If you were in any doubt as to the nature of the novel given the cover jacket and the author's disclaimer to the effect that any similarity between the human characters and any real person is entirely coincidental, but he feels safe from any threats of libel action on behalf of the dead animals whose characters he has mercilessly manipulated for narrative effect, then its opening sentence should put you straight.

It is all going to be a trifle silly.

Banger Peyton-Crumbe is (was) an aristocrat of the old order. He lived in the big house, had done his duty by the estate by marrying and siring a child – sadly a daughter, who even more sadly turned out to be an animal lover, but that wasn't really his fault. There's a grandson who might be salvageable. He was the kind of person for whom these estates were designed. He had no interest in money. What he didn't need sat in a current account earning zero interest, the rest he spent keeping up the estate, improving the estate, and in his own way he took a fairly ecological stance on things. Not animal-welfare orientated, but some of the side-effects might not have been downright cruel.

His dogs were looked after so long as they worked. Some of them even after they'd stopped working. None of them were allowed to suffer for long.

His passion was shooting. He ran one of the best pheasant shoots in the country. He ran it the old way. A limited number of birds, allowed a fighting chance. A shoot, not a slaughterhouse.

On such a shoot, he is shot.

Technically, he shoots himself – he's holding the gun, it misfires, he dies.

But he's not the type to mismanage a shotgun, or its loading. Is there more to this than meets the eye? The police don't think so. The police dog does.

For Crumbe though, life is going to get even more interesting. He isn't dead long. He is promptly reincarnated.

As a pheasant.

Meanwhile, his image-conscious city-rich half-brother takes over the estate with his utterly crass girlfriend and her manipulative indulged feline, while the disinherited daughter with her stroppy teenage son and mixture of dogs is forced out of the estate cottage into a rancid caravan.

However, it seems that this might not have been what Banger had intended.

There is more than a touch of the Tom Sharpe's about what follows. Of course it is very silly. Talking animals, conveniently placed newspapers, dim-witted coppers (and brutal ones), political activists and simple caring children. Coincidence played and battered into submission.

But it is humourous. Not laugh-out-loud funny for my taste but smirkily, smilingly, chucklingly amusing.

All of the human characters are extreme stereotypes, and all are cruelly pulled down to size.

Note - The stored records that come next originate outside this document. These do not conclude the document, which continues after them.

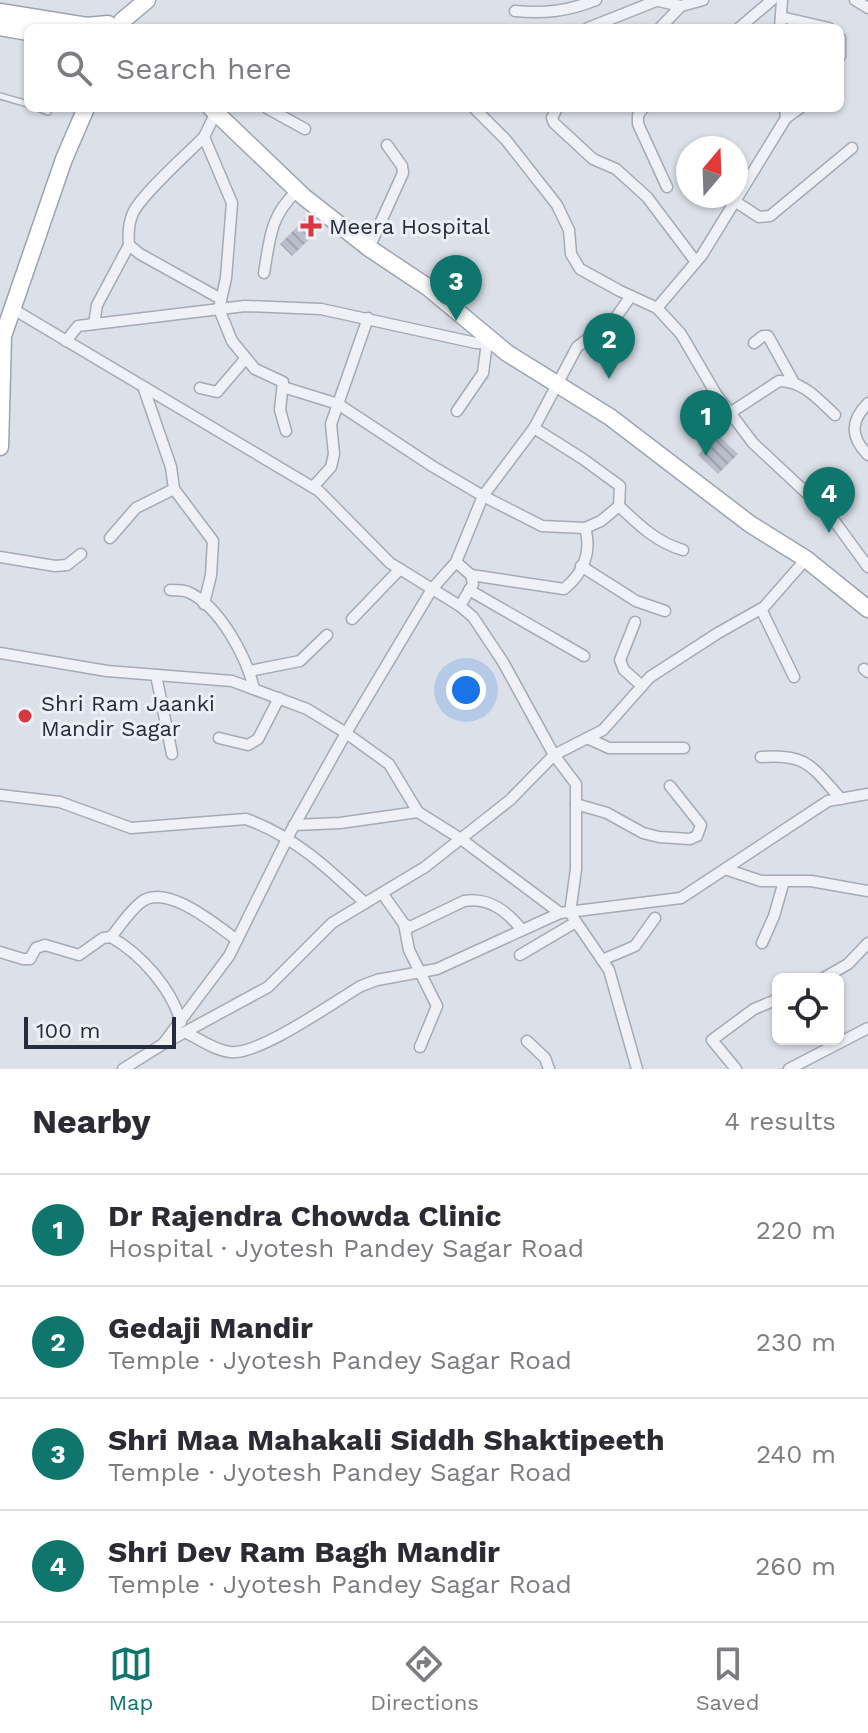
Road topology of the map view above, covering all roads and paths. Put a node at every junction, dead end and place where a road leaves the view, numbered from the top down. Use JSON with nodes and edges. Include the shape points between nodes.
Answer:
{"nodes":[{"id":1,"x":596,"y":0,"type":"edge"},
{"id":2,"x":655,"y":0,"type":"edge"},
{"id":3,"x":703,"y":0,"type":"edge"},
{"id":4,"x":772,"y":0,"type":"edge"},
{"id":5,"x":782,"y":0,"type":"edge"},
{"id":6,"x":855,"y":0,"type":"edge"},
{"id":7,"x":141,"y":2,"type":"edge"},
{"id":8,"x":681,"y":6,"type":"junction"},
{"id":9,"x":868,"y":8,"type":"edge"},
{"id":10,"x":515,"y":11,"type":"dead end"},
{"id":11,"x":0,"y":12,"type":"edge"},
{"id":12,"x":780,"y":23,"type":"edge"},
{"id":13,"x":75,"y":24,"type":"edge"},
{"id":14,"x":117,"y":24,"type":"edge"},
{"id":15,"x":598,"y":24,"type":"edge"},
{"id":16,"x":664,"y":24,"type":"edge"},
{"id":17,"x":744,"y":24,"type":"edge"},
{"id":18,"x":0,"y":27,"type":"edge"},
{"id":19,"x":24,"y":31,"type":"edge"},
{"id":20,"x":0,"y":96,"type":"edge"},
{"id":21,"x":24,"y":103,"type":"edge"},
{"id":22,"x":84,"y":112,"type":"edge"},
{"id":23,"x":213,"y":112,"type":"edge"},
{"id":24,"x":216,"y":112,"type":"edge"},
{"id":25,"x":274,"y":112,"type":"edge"},
{"id":26,"x":478,"y":112,"type":"edge"},
{"id":27,"x":555,"y":112,"type":"edge"},
{"id":28,"x":640,"y":112,"type":"edge"},
{"id":29,"x":786,"y":113,"type":"edge"},
{"id":30,"x":305,"y":129,"type":"dead end"},
{"id":31,"x":204,"y":137,"type":"junction"},
{"id":32,"x":387,"y":145,"type":"dead end"},
{"id":33,"x":852,"y":148,"type":"dead end"},
{"id":34,"x":748,"y":181,"type":"edge"},
{"id":35,"x":667,"y":187,"type":"dead end"},
{"id":36,"x":297,"y":191,"type":"junction"},
{"id":37,"x":732,"y":208,"type":"edge"},
{"id":38,"x":745,"y":208,"type":"edge"},
{"id":39,"x":129,"y":245,"type":"junction"},
{"id":40,"x":369,"y":248,"type":"junction"},
{"id":41,"x":696,"y":262,"type":"junction"},
{"id":42,"x":264,"y":273,"type":"dead end"},
{"id":43,"x":631,"y":296,"type":"junction"},
{"id":44,"x":220,"y":304,"type":"junction"},
{"id":45,"x":657,"y":308,"type":"junction"},
{"id":46,"x":7,"y":318,"type":"edge"},
{"id":47,"x":368,"y":318,"type":"junction"},
{"id":48,"x":94,"y":324,"type":"junction"},
{"id":49,"x":66,"y":341,"type":"junction"},
{"id":50,"x":754,"y":343,"type":"dead end"},
{"id":51,"x":492,"y":344,"type":"junction"},
{"id":52,"x":246,"y":358,"type":"junction"},
{"id":53,"x":558,"y":383,"type":"junction"},
{"id":54,"x":794,"y":383,"type":"junction"},
{"id":55,"x":283,"y":387,"type":"junction"},
{"id":56,"x":200,"y":388,"type":"dead end"},
{"id":57,"x":144,"y":389,"type":"junction"},
{"id":58,"x":868,"y":403,"type":"edge"},
{"id":59,"x":338,"y":404,"type":"junction"},
{"id":60,"x":457,"y":411,"type":"dead end"},
{"id":61,"x":730,"y":413,"type":"junction"},
{"id":62,"x":835,"y":415,"type":"dead end"},
{"id":63,"x":534,"y":428,"type":"junction"},
{"id":64,"x":286,"y":431,"type":"dead end"},
{"id":65,"x":0,"y":447,"type":"edge"},
{"id":66,"x":868,"y":455,"type":"edge"},
{"id":67,"x":313,"y":487,"type":"junction"},
{"id":68,"x":174,"y":489,"type":"junction"},
{"id":69,"x":483,"y":496,"type":"junction"},
{"id":70,"x":619,"y":506,"type":"junction"},
{"id":71,"x":585,"y":528,"type":"junction"},
{"id":72,"x":110,"y":538,"type":"dead end"},
{"id":73,"x":683,"y":550,"type":"dead end"},
{"id":74,"x":81,"y":554,"type":"dead end"},
{"id":75,"x":0,"y":557,"type":"edge"},
{"id":76,"x":806,"y":559,"type":"junction"},
{"id":77,"x":456,"y":562,"type":"junction"},
{"id":78,"x":581,"y":566,"type":"junction"},
{"id":79,"x":868,"y":567,"type":"edge"},
{"id":80,"x":400,"y":569,"type":"junction"},
{"id":81,"x":471,"y":575,"type":"junction"},
{"id":82,"x":432,"y":589,"type":"junction"},
{"id":83,"x":170,"y":590,"type":"dead end"},
{"id":84,"x":469,"y":590,"type":"junction"},
{"id":85,"x":204,"y":604,"type":"junction"},
{"id":86,"x":460,"y":606,"type":"junction"},
{"id":87,"x":761,"y":609,"type":"junction"},
{"id":88,"x":868,"y":609,"type":"edge"},
{"id":89,"x":665,"y":611,"type":"dead end"},
{"id":90,"x":352,"y":619,"type":"dead end"},
{"id":91,"x":635,"y":622,"type":"dead end"},
{"id":92,"x":327,"y":635,"type":"dead end"},
{"id":93,"x":0,"y":653,"type":"edge"},
{"id":94,"x":584,"y":656,"type":"dead end"},
{"id":95,"x":250,"y":671,"type":"junction"},
{"id":96,"x":156,"y":675,"type":"junction"},
{"id":97,"x":794,"y":677,"type":"dead end"},
{"id":98,"x":642,"y":686,"type":"junction"},
{"id":99,"x":254,"y":689,"type":"junction"},
{"id":100,"x":279,"y":698,"type":"junction"},
{"id":101,"x":346,"y":733,"type":"junction"},
{"id":102,"x":219,"y":738,"type":"dead end"},
{"id":103,"x":587,"y":738,"type":"junction"},
{"id":104,"x":684,"y":748,"type":"dead end"},
{"id":105,"x":172,"y":754,"type":"dead end"},
{"id":106,"x":554,"y":755,"type":"junction"},
{"id":107,"x":761,"y":757,"type":"dead end"},
{"id":108,"x":670,"y":786,"type":"dead end"},
{"id":109,"x":868,"y":794,"type":"edge"},
{"id":110,"x":0,"y":795,"type":"edge"},
{"id":111,"x":841,"y":799,"type":"junction"},
{"id":112,"x":576,"y":804,"type":"junction"},
{"id":113,"x":418,"y":812,"type":"junction"},
{"id":114,"x":294,"y":825,"type":"junction"},
{"id":115,"x":287,"y":838,"type":"junction"},
{"id":116,"x":461,"y":839,"type":"junction"},
{"id":117,"x":725,"y":869,"type":"junction"},
{"id":118,"x":784,"y":881,"type":"junction"},
{"id":119,"x":868,"y":891,"type":"edge"},
{"id":120,"x":382,"y":893,"type":"junction"},
{"id":121,"x":365,"y":903,"type":"junction"},
{"id":122,"x":568,"y":916,"type":"junction"},
{"id":123,"x":655,"y":918,"type":"dead end"},
{"id":124,"x":404,"y":924,"type":"junction"},
{"id":125,"x":522,"y":930,"type":"junction"},
{"id":126,"x":111,"y":937,"type":"junction"},
{"id":127,"x":237,"y":940,"type":"junction"},
{"id":128,"x":762,"y":943,"type":"dead end"},
{"id":129,"x":868,"y":943,"type":"edge"},
{"id":130,"x":0,"y":952,"type":"edge"},
{"id":131,"x":520,"y":955,"type":"dead end"},
{"id":132,"x":602,"y":960,"type":"junction"},
{"id":133,"x":419,"y":972,"type":"junction"},
{"id":134,"x":832,"y":973,"type":"edge"},
{"id":135,"x":772,"y":1002,"type":"edge"},
{"id":136,"x":183,"y":1027,"type":"junction"},
{"id":137,"x":868,"y":1028,"type":"edge"},
{"id":138,"x":527,"y":1041,"type":"dead end"},
{"id":139,"x":420,"y":1047,"type":"dead end"},
{"id":140,"x":123,"y":1069,"type":"edge"},
{"id":141,"x":549,"y":1069,"type":"edge"},
{"id":142,"x":637,"y":1069,"type":"edge"},
{"id":143,"x":736,"y":1069,"type":"edge"},
{"id":144,"x":789,"y":1069,"type":"edge"}],
"edges":[{"from":1,"to":10,"type":"street","via":[[543,14]]},
{"from":2,"to":8,"type":"street"},
{"from":2,"to":15,"type":"street"},
{"from":3,"to":8,"type":"street"},
{"from":4,"to":17,"type":"street"},
{"from":5,"to":12,"type":"street"},
{"from":6,"to":9,"type":"street"},
{"from":7,"to":14,"type":"main road"},
{"from":8,"to":16,"type":"street"},
{"from":11,"to":13,"type":"main road"},
{"from":18,"to":19,"type":"main road"},
{"from":20,"to":21,"type":"lane"},
{"from":22,"to":46,"type":"main road"},
{"from":23,"to":31,"type":"street"},
{"from":24,"to":36,"type":"main road"},
{"from":25,"to":30,"type":"street"},
{"from":26,"to":43,"type":"street","via":[[557,205],[580,269]]},
{"from":27,"to":41,"type":"street","via":[[554,123],[647,197]]},
{"from":28,"to":35,"type":"street","via":[[638,124]]},
{"from":29,"to":34,"type":"street"},
{"from":31,"to":39,"type":"street","via":[[137,207],[128,226]]},
{"from":31,"to":44,"type":"street","via":[[232,203]]},
{"from":32,"to":40,"type":"street","via":[[403,173]]},
{"from":33,"to":38,"type":"street","via":[[770,216],[759,217]]},
{"from":36,"to":40,"type":"main road"},
{"from":36,"to":42,"type":"street","via":[[275,219]]},
{"from":37,"to":41,"type":"street"},
{"from":39,"to":44,"type":"street"},
{"from":39,"to":48,"type":"street","via":[[97,305]]},
{"from":40,"to":51,"type":"main road","via":[[429,288]]},
{"from":41,"to":45,"type":"street"},
{"from":43,"to":45,"type":"street"},
{"from":43,"to":53,"type":"street","via":[[606,331],[577,347]]},
{"from":44,"to":47,"type":"street","via":[[321,309]]},
{"from":44,"to":48,"type":"street"},
{"from":44,"to":52,"type":"street","via":[[232,341]]},
{"from":45,"to":61,"type":"street","via":[[681,334]]},
{"from":46,"to":49,"type":"street"},
{"from":46,"to":65,"type":"main road"},
{"from":47,"to":51,"type":"street"},
{"from":47,"to":59,"type":"street"},
{"from":48,"to":49,"type":"street","via":[[78,326]]},
{"from":49,"to":57,"type":"street"},
{"from":50,"to":54,"type":"street","via":[[768,336]]},
{"from":51,"to":53,"type":"main road"},
{"from":51,"to":60,"type":"street","via":[[483,373]]},
{"from":52,"to":55,"type":"street"},
{"from":52,"to":56,"type":"street","via":[[217,392]]},
{"from":53,"to":63,"type":"street"},
{"from":53,"to":76,"type":"main road"},
{"from":54,"to":61,"type":"street","via":[[779,381]]},
{"from":54,"to":62,"type":"street"},
{"from":55,"to":59,"type":"street"},
{"from":55,"to":64,"type":"street","via":[[280,410]]},
{"from":57,"to":67,"type":"street"},
{"from":57,"to":68,"type":"street"},
{"from":58,"to":66,"type":"street","via":[[856,417],[854,434]]},
{"from":59,"to":67,"type":"street","via":[[331,424],[331,467]]},
{"from":59,"to":69,"type":"street"},
{"from":61,"to":79,"type":"street","via":[[753,443],[830,515]]},
{"from":63,"to":69,"type":"street"},
{"from":63,"to":70,"type":"street","via":[[620,486]]},
{"from":67,"to":80,"type":"street"},
{"from":68,"to":72,"type":"street","via":[[136,508]]},
{"from":68,"to":85,"type":"street","via":[[213,541]]},
{"from":69,"to":71,"type":"street","via":[[542,526]]},
{"from":69,"to":77,"type":"street"},
{"from":70,"to":71,"type":"street"},
{"from":70,"to":73,"type":"street","via":[[652,537]]},
{"from":71,"to":78,"type":"street","via":[[590,545]]},
{"from":74,"to":75,"type":"street","via":[[67,565],[55,566]]},
{"from":76,"to":87,"type":"street"},
{"from":76,"to":88,"type":"main road"},
{"from":77,"to":81,"type":"street"},
{"from":77,"to":82,"type":"street"},
{"from":78,"to":81,"type":"street","via":[[564,589]]},
{"from":78,"to":89,"type":"street","via":[[636,601]]},
{"from":80,"to":82,"type":"street"},
{"from":80,"to":90,"type":"street"},
{"from":81,"to":84,"type":"street"},
{"from":82,"to":86,"type":"street"},
{"from":82,"to":101,"type":"street"},
{"from":83,"to":85,"type":"street","via":[[188,592]]},
{"from":84,"to":86,"type":"street"},
{"from":84,"to":94,"type":"street"},
{"from":85,"to":95,"type":"street","via":[[231,633]]},
{"from":86,"to":106,"type":"street","via":[[503,662]]},
{"from":87,"to":97,"type":"street"},
{"from":87,"to":98,"type":"street"},
{"from":91,"to":98,"type":"street","via":[[620,660]]},
{"from":92,"to":95,"type":"street","via":[[300,661]]},
{"from":93,"to":96,"type":"street"},
{"from":95,"to":99,"type":"street"},
{"from":96,"to":99,"type":"street","via":[[232,681]]},
{"from":96,"to":105,"type":"street"},
{"from":98,"to":103,"type":"street","via":[[603,730]]},
{"from":99,"to":100,"type":"street"},
{"from":100,"to":101,"type":"street"},
{"from":100,"to":102,"type":"street","via":[[252,744]]},
{"from":101,"to":113,"type":"street","via":[[389,764]]},
{"from":101,"to":114,"type":"street"},
{"from":103,"to":104,"type":"street","via":[[609,748]]},
{"from":103,"to":106,"type":"street"},
{"from":106,"to":112,"type":"street","via":[[576,784]]},
{"from":106,"to":116,"type":"street"},
{"from":107,"to":111,"type":"street","via":[[800,760]]},
{"from":108,"to":112,"type":"street","via":[[701,825],[697,836],[651,835]]},
{"from":109,"to":111,"type":"street"},
{"from":110,"to":115,"type":"street","via":[[60,802],[131,828],[246,819]]},
{"from":111,"to":117,"type":"street","via":[[828,801]]},
{"from":112,"to":122,"type":"street","via":[[576,869]]},
{"from":113,"to":114,"type":"street"},
{"from":113,"to":116,"type":"street"},
{"from":114,"to":115,"type":"street"},
{"from":115,"to":121,"type":"street"},
{"from":115,"to":127,"type":"street"},
{"from":116,"to":120,"type":"street"},
{"from":116,"to":122,"type":"street"},
{"from":117,"to":118,"type":"street","via":[[761,881]]},
{"from":117,"to":122,"type":"street","via":[[681,898]]},
{"from":118,"to":119,"type":"street"},
{"from":118,"to":128,"type":"street"},
{"from":120,"to":121,"type":"street"},
{"from":120,"to":124,"type":"street"},
{"from":121,"to":136,"type":"street","via":[[332,923],[268,987]]},
{"from":122,"to":125,"type":"street"},
{"from":122,"to":131,"type":"street"},
{"from":122,"to":132,"type":"street"},
{"from":123,"to":132,"type":"street","via":[[635,946]]},
{"from":124,"to":125,"type":"street","via":[[410,927],[473,899],[502,909]]},
{"from":124,"to":133,"type":"street"},
{"from":125,"to":133,"type":"street","via":[[437,969]]},
{"from":126,"to":127,"type":"street","via":[[140,903],[153,897],[187,905]]},
{"from":126,"to":130,"type":"street","via":[[79,955],[45,945],[30,959]]},
{"from":126,"to":136,"type":"street","via":[[166,991]]},
{"from":127,"to":136,"type":"street"},
{"from":129,"to":134,"type":"street"},
{"from":132,"to":142,"type":"street"},
{"from":133,"to":136,"type":"street","via":[[361,986],[244,1052],[217,1049]]},
{"from":133,"to":139,"type":"street","via":[[437,1006]]},
{"from":135,"to":143,"type":"street","via":[[712,1040]]},
{"from":136,"to":140,"type":"street"},
{"from":137,"to":144,"type":"street"},
{"from":138,"to":141,"type":"street"}]}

The animals fare better… although some of them are 'no better than they ought to be'. There's a woodland sequence of pheasant rearing that owes a debt of credit to Lord and Parks' brilliant Chicken Run. The dogs investigate the crime. Banger survives with a memory of his former life and retains his passion for the shoot, even from the other side of the fence, but gradually becomes a more human character for all his feathers, until the memory begins to fade.

It's a lightweight book and most certainly not to everyone's taste, but I thoroughly enjoyed Bird Brain.

What sets it apart from any other flippant comic novel is that buried in all the ridiculous frivolity and dime-a-dozen detecting there are some valid points about the nature of country estates and the whole shooting business.

It is a business these days: I'm guessing that there are few estates that could afford to run what Banger would call a proper shoot. Kennaway doesn't shy away from this, but he sets out as his background the two extremes of running a managed shooting estate and pretty well invites the reader to figure out where the line should be drawn.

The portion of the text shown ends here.